[Dataset entries]
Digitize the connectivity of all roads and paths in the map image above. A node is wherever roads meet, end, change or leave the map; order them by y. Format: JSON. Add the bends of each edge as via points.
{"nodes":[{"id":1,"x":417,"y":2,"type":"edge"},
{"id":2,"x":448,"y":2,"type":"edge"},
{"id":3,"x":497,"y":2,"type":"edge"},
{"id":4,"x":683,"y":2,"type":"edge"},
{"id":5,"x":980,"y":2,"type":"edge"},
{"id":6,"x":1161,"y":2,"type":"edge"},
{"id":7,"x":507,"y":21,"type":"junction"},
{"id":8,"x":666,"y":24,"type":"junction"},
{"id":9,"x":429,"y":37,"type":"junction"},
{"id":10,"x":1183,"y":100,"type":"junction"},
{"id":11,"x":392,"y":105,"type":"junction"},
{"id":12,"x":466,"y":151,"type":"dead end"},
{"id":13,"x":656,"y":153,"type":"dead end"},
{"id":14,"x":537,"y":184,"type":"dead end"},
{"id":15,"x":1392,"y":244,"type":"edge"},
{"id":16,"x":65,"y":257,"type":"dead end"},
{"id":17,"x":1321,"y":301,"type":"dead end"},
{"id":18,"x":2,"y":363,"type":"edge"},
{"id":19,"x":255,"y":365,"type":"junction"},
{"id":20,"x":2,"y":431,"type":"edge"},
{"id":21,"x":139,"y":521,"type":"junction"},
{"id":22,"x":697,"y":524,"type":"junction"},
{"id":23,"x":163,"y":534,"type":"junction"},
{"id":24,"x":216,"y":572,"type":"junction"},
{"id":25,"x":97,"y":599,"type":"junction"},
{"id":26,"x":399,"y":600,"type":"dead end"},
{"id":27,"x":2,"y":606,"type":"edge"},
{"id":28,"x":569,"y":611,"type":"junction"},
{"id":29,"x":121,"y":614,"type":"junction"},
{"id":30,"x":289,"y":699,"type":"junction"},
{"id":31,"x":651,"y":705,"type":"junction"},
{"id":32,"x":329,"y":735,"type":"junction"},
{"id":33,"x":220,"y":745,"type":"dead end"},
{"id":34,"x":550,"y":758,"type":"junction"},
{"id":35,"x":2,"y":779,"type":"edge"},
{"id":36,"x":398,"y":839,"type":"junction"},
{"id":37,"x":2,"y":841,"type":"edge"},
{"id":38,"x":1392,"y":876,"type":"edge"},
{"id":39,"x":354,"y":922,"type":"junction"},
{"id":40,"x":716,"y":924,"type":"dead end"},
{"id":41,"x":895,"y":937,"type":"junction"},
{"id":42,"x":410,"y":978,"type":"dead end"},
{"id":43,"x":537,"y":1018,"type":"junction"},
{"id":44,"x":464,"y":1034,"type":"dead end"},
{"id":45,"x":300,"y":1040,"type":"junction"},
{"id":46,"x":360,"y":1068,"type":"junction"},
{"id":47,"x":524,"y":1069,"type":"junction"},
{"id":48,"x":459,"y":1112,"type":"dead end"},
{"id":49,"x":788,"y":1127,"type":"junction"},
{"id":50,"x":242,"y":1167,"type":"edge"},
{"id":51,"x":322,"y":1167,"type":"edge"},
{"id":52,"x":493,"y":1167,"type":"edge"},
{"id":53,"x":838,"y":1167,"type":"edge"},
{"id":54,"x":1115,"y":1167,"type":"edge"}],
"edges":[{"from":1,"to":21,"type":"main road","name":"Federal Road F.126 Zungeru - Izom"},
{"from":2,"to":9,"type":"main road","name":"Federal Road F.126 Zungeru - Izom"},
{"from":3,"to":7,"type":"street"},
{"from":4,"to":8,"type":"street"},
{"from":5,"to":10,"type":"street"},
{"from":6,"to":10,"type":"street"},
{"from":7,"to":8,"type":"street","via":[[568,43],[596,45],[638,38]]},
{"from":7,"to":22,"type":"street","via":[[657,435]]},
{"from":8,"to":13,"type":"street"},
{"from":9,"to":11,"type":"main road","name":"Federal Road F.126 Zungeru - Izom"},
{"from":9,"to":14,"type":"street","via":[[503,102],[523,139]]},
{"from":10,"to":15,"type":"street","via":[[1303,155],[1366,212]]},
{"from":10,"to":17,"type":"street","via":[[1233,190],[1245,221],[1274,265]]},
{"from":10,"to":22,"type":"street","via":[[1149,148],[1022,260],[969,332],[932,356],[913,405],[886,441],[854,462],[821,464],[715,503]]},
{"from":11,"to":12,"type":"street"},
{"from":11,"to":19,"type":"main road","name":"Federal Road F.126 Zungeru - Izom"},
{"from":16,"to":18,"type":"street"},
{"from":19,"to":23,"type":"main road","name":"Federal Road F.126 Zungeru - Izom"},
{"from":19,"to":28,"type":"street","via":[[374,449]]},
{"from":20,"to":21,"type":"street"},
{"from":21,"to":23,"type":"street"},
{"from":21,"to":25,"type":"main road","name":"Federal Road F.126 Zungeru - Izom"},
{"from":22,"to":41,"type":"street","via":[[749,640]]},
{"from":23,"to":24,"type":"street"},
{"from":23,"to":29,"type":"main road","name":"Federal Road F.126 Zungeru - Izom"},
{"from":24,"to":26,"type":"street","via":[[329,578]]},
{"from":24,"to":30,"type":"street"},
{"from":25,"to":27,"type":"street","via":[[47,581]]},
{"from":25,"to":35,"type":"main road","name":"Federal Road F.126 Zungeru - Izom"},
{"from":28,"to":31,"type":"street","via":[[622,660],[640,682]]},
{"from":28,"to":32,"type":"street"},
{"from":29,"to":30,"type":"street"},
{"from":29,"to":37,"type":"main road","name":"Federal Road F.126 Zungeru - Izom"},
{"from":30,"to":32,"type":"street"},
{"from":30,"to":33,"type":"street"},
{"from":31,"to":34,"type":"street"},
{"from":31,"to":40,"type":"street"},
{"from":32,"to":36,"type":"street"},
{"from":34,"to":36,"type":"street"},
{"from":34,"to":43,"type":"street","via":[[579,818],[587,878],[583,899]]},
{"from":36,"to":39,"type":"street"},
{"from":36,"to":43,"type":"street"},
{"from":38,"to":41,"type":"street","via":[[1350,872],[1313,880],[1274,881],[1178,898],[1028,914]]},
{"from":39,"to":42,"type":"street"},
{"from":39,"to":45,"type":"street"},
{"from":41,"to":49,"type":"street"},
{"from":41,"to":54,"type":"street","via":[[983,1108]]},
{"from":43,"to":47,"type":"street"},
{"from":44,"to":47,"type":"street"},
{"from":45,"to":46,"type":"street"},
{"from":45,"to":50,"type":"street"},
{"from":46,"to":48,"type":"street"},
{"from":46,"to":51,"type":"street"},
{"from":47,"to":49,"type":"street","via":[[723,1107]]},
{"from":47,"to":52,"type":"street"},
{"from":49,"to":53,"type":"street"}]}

What this task involves: Set down every record above exactly as written.

Written response:
Digitize the connectivity of all roads and paths in the map image above. A node is wherever roads meet, end, change or leave the map; order them by y. Format: JSON. Add the bends of each edge as via points.
{"nodes":[{"id":1,"x":417,"y":2,"type":"edge"},
{"id":2,"x":448,"y":2,"type":"edge"},
{"id":3,"x":497,"y":2,"type":"edge"},
{"id":4,"x":683,"y":2,"type":"edge"},
{"id":5,"x":980,"y":2,"type":"edge"},
{"id":6,"x":1161,"y":2,"type":"edge"},
{"id":7,"x":507,"y":21,"type":"junction"},
{"id":8,"x":666,"y":24,"type":"junction"},
{"id":9,"x":429,"y":37,"type":"junction"},
{"id":10,"x":1183,"y":100,"type":"junction"},
{"id":11,"x":392,"y":105,"type":"junction"},
{"id":12,"x":466,"y":151,"type":"dead end"},
{"id":13,"x":656,"y":153,"type":"dead end"},
{"id":14,"x":537,"y":184,"type":"dead end"},
{"id":15,"x":1392,"y":244,"type":"edge"},
{"id":16,"x":65,"y":257,"type":"dead end"},
{"id":17,"x":1321,"y":301,"type":"dead end"},
{"id":18,"x":2,"y":363,"type":"edge"},
{"id":19,"x":255,"y":365,"type":"junction"},
{"id":20,"x":2,"y":431,"type":"edge"},
{"id":21,"x":139,"y":521,"type":"junction"},
{"id":22,"x":697,"y":524,"type":"junction"},
{"id":23,"x":163,"y":534,"type":"junction"},
{"id":24,"x":216,"y":572,"type":"junction"},
{"id":25,"x":97,"y":599,"type":"junction"},
{"id":26,"x":399,"y":600,"type":"dead end"},
{"id":27,"x":2,"y":606,"type":"edge"},
{"id":28,"x":569,"y":611,"type":"junction"},
{"id":29,"x":121,"y":614,"type":"junction"},
{"id":30,"x":289,"y":699,"type":"junction"},
{"id":31,"x":651,"y":705,"type":"junction"},
{"id":32,"x":329,"y":735,"type":"junction"},
{"id":33,"x":220,"y":745,"type":"dead end"},
{"id":34,"x":550,"y":758,"type":"junction"},
{"id":35,"x":2,"y":779,"type":"edge"},
{"id":36,"x":398,"y":839,"type":"junction"},
{"id":37,"x":2,"y":841,"type":"edge"},
{"id":38,"x":1392,"y":876,"type":"edge"},
{"id":39,"x":354,"y":922,"type":"junction"},
{"id":40,"x":716,"y":924,"type":"dead end"},
{"id":41,"x":895,"y":937,"type":"junction"},
{"id":42,"x":410,"y":978,"type":"dead end"},
{"id":43,"x":537,"y":1018,"type":"junction"},
{"id":44,"x":464,"y":1034,"type":"dead end"},
{"id":45,"x":300,"y":1040,"type":"junction"},
{"id":46,"x":360,"y":1068,"type":"junction"},
{"id":47,"x":524,"y":1069,"type":"junction"},
{"id":48,"x":459,"y":1112,"type":"dead end"},
{"id":49,"x":788,"y":1127,"type":"junction"},
{"id":50,"x":242,"y":1167,"type":"edge"},
{"id":51,"x":322,"y":1167,"type":"edge"},
{"id":52,"x":493,"y":1167,"type":"edge"},
{"id":53,"x":838,"y":1167,"type":"edge"},
{"id":54,"x":1115,"y":1167,"type":"edge"}],
"edges":[{"from":1,"to":21,"type":"main road","name":"Federal Road F.126 Zungeru - Izom"},
{"from":2,"to":9,"type":"main road","name":"Federal Road F.126 Zungeru - Izom"},
{"from":3,"to":7,"type":"street"},
{"from":4,"to":8,"type":"street"},
{"from":5,"to":10,"type":"street"},
{"from":6,"to":10,"type":"street"},
{"from":7,"to":8,"type":"street","via":[[568,43],[596,45],[638,38]]},
{"from":7,"to":22,"type":"street","via":[[657,435]]},
{"from":8,"to":13,"type":"street"},
{"from":9,"to":11,"type":"main road","name":"Federal Road F.126 Zungeru - Izom"},
{"from":9,"to":14,"type":"street","via":[[503,102],[523,139]]},
{"from":10,"to":15,"type":"street","via":[[1303,155],[1366,212]]},
{"from":10,"to":17,"type":"street","via":[[1233,190],[1245,221],[1274,265]]},
{"from":10,"to":22,"type":"street","via":[[1149,148],[1022,260],[969,332],[932,356],[913,405],[886,441],[854,462],[821,464],[715,503]]},
{"from":11,"to":12,"type":"street"},
{"from":11,"to":19,"type":"main road","name":"Federal Road F.126 Zungeru - Izom"},
{"from":16,"to":18,"type":"street"},
{"from":19,"to":23,"type":"main road","name":"Federal Road F.126 Zungeru - Izom"},
{"from":19,"to":28,"type":"street","via":[[374,449]]},
{"from":20,"to":21,"type":"street"},
{"from":21,"to":23,"type":"street"},
{"from":21,"to":25,"type":"main road","name":"Federal Road F.126 Zungeru - Izom"},
{"from":22,"to":41,"type":"street","via":[[749,640]]},
{"from":23,"to":24,"type":"street"},
{"from":23,"to":29,"type":"main road","name":"Federal Road F.126 Zungeru - Izom"},
{"from":24,"to":26,"type":"street","via":[[329,578]]},
{"from":24,"to":30,"type":"street"},
{"from":25,"to":27,"type":"street","via":[[47,581]]},
{"from":25,"to":35,"type":"main road","name":"Federal Road F.126 Zungeru - Izom"},
{"from":28,"to":31,"type":"street","via":[[622,660],[640,682]]},
{"from":28,"to":32,"type":"street"},
{"from":29,"to":30,"type":"street"},
{"from":29,"to":37,"type":"main road","name":"Federal Road F.126 Zungeru - Izom"},
{"from":30,"to":32,"type":"street"},
{"from":30,"to":33,"type":"street"},
{"from":31,"to":34,"type":"street"},
{"from":31,"to":40,"type":"street"},
{"from":32,"to":36,"type":"street"},
{"from":34,"to":36,"type":"street"},
{"from":34,"to":43,"type":"street","via":[[579,818],[587,878],[583,899]]},
{"from":36,"to":39,"type":"street"},
{"from":36,"to":43,"type":"street"},
{"from":38,"to":41,"type":"street","via":[[1350,872],[1313,880],[1274,881],[1178,898],[1028,914]]},
{"from":39,"to":42,"type":"street"},
{"from":39,"to":45,"type":"street"},
{"from":41,"to":49,"type":"street"},
{"from":41,"to":54,"type":"street","via":[[983,1108]]},
{"from":43,"to":47,"type":"street"},
{"from":44,"to":47,"type":"street"},
{"from":45,"to":46,"type":"street"},
{"from":45,"to":50,"type":"street"},
{"from":46,"to":48,"type":"street"},
{"from":46,"to":51,"type":"street"},
{"from":47,"to":49,"type":"street","via":[[723,1107]]},
{"from":47,"to":52,"type":"street"},
{"from":49,"to":53,"type":"street"}]}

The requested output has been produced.